These abstracts are for talks at this event.
NEPLS is a venue for ongoing research, so the abstract and supplemental material associated with each talk is necessarily temporal. The work presented here may be in a state of flux. In all cases, please consult the authors' Web pages for up-to-date information. Please don't refer to these pages as a definitive source.
Sound and Partially-Complete Static Analysis of Data-Races in GPU Programs
Dennis Liew (University of Massachusetts Boston)
GPUs are progressively being integrated into modern society, playing a pivotal role in Artificial Intelligence and High-Performance Computing. Programmers need a deep understanding of the GPU programming model to avoid subtle data-races in their codes. Static verification that is sound and incomplete can guarantee data-race freedom, but the alarms it raises may be spurious and need to be validated. We establish a True Positive Theorem for a static data-race detector for GPU programs, i.e., a result that identifies a class of programs for which our technique only raises true alarms. Our work builds on the formalism of memory access protocols, that models the concurrency operations of CUDA programs. The crux of our approach is an approximation analysis that can correctly identify true alarms, and pinpoint the conditions that make an alarm imprecise. Our approximation analysis detects when the reported locations are reachable (control independence, or CI), and when the reported locations are precise (data independence, or DI), as well identify inexact values in an alarm. In addition to a True Positive result for programs that are CI and DI, we establish the root causes of spurious alarms depending on whether CI or DI are present. We apply our theory to introduce FaialAA, the first sound and partially complete data-race detector. We evaluate FaialAA in three experiments. First, in a comparative study with the state-of-the-art tools, we show that FaialAA confirms more DRF programs than others while emitting 1.9× fewer potential alarms. Importantly, the approximation analysis of FaialAA detects 10 undocumented data-races. Second, in an experiment studying 6 commits of data-race fixes in open source projects OpenMM and Nvidia’s MegaTron, FaialAA confirmed the buggy and fixed versions of 5 commits, while others were only able to confirm 2. Third, we show that 59.5% of 2,770 programs are CI and DI, quantifying when the approximation analysis of FaialAA is complete.
A Transactions Extension for WebAssembly
Eliot Moss (University of Massachusetts Amherst)

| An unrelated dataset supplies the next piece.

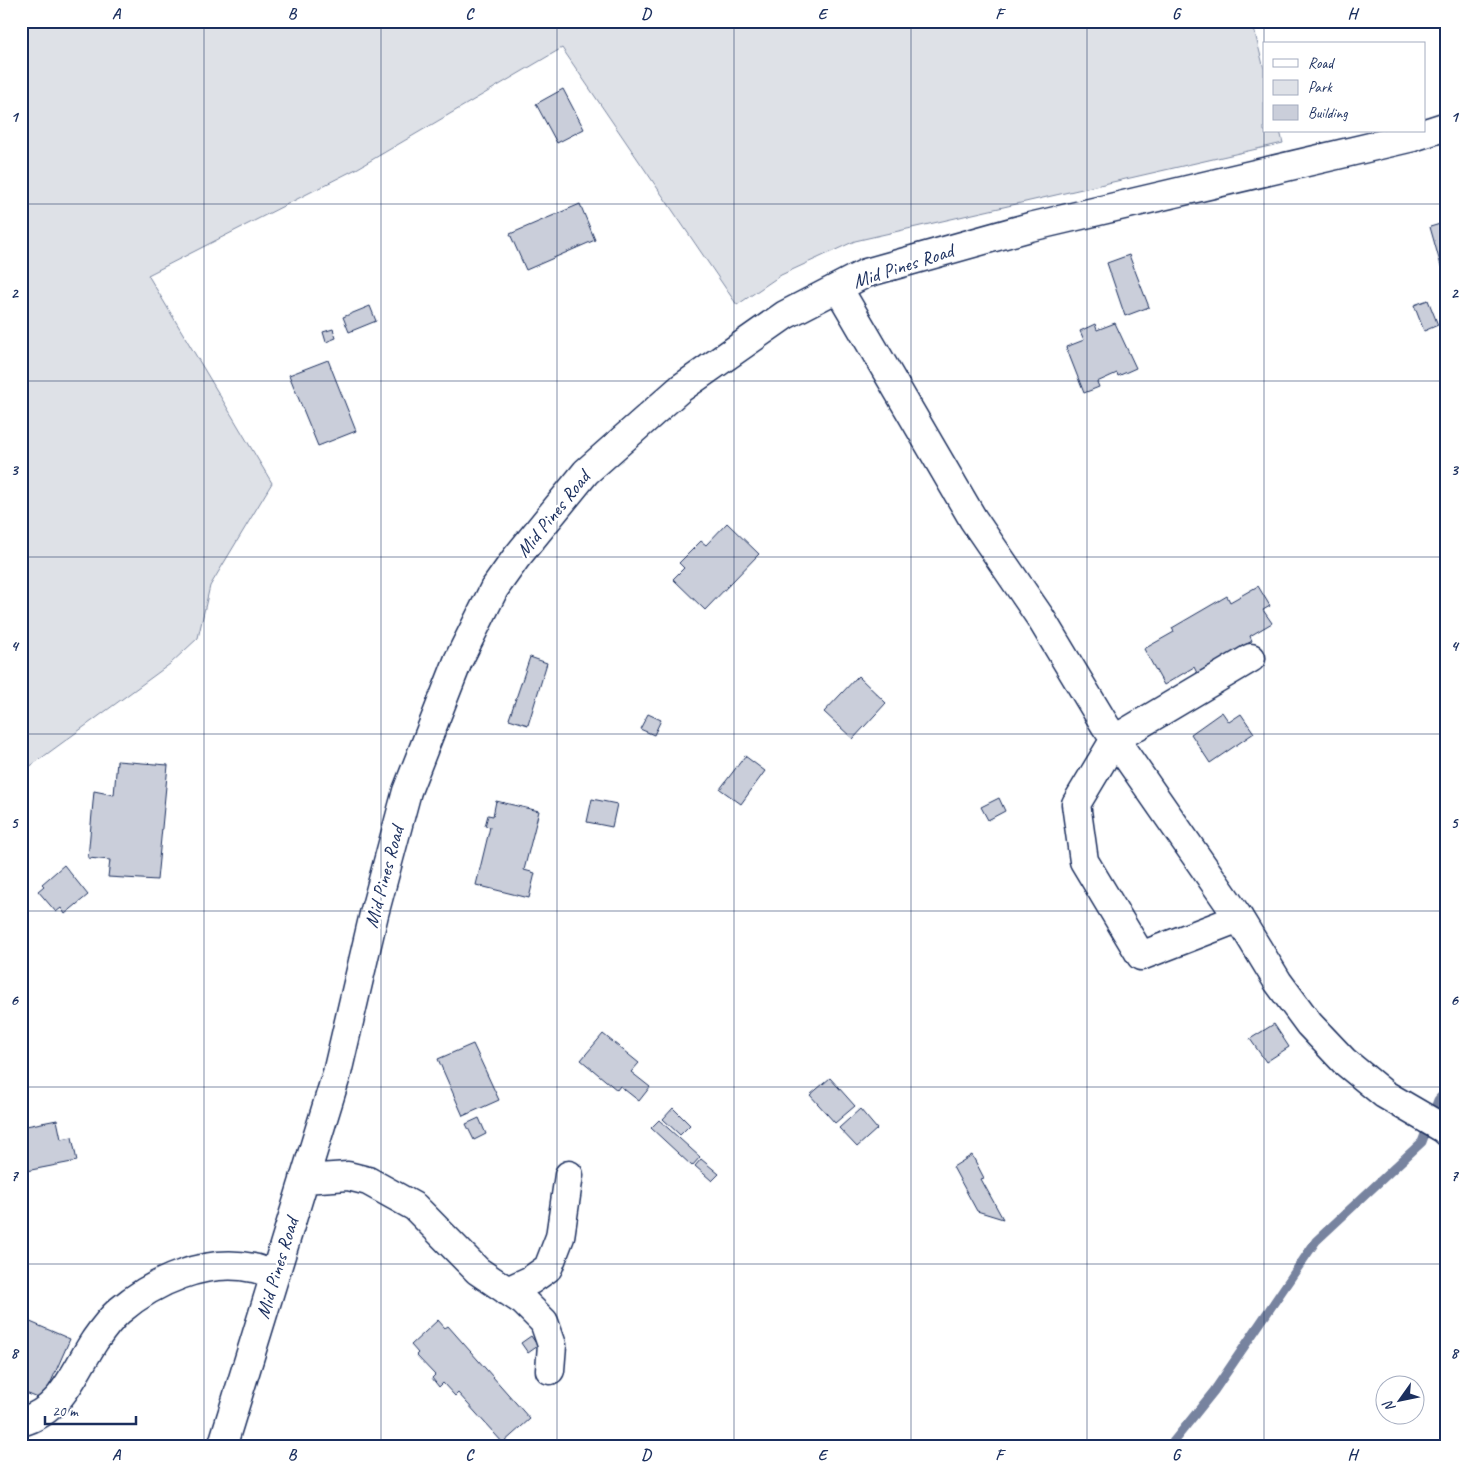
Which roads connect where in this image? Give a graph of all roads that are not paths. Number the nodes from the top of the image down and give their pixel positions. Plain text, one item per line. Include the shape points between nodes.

Our group has been working on designing and building an easily targeted runtime supporting managed language persistence built on top of non-volatile memory. A significant part of that support is providing transactions (essentially software transactional memory) over heap objects. We recently completed specification, a (slow) reference interpreter implementation, and much of a more performant interpreter+JIT implementation of a transactions extension for WebAssembly (Wasm). We will offer a concise overview of this extension with a few examples, and show how exploiting the type system can reduce run-time checks and bookkeeping related to transactions. No previous knowledge of Wasm is required.
How (Not) To Evaluate the Human Factors of PLs
Will Crichton (Brown University)
Claims abound in the PL literature about programming systems being "easy", "intuitive", or "usable" (all direct quotes from OOPSLA'23 papers). Yet, while PL papers will systematically evaluate claims about correctness and performance, they rarely investigate human factors with the same rigor. In this talk, I will discuss: why is there such a disconnect between our claims and our evidence? What are the challenges in importing traditional psychological or HCI methods into PL? And most importantly: the next time you want to make a claim about the human factors of your system, how can you do better than counting lines of code?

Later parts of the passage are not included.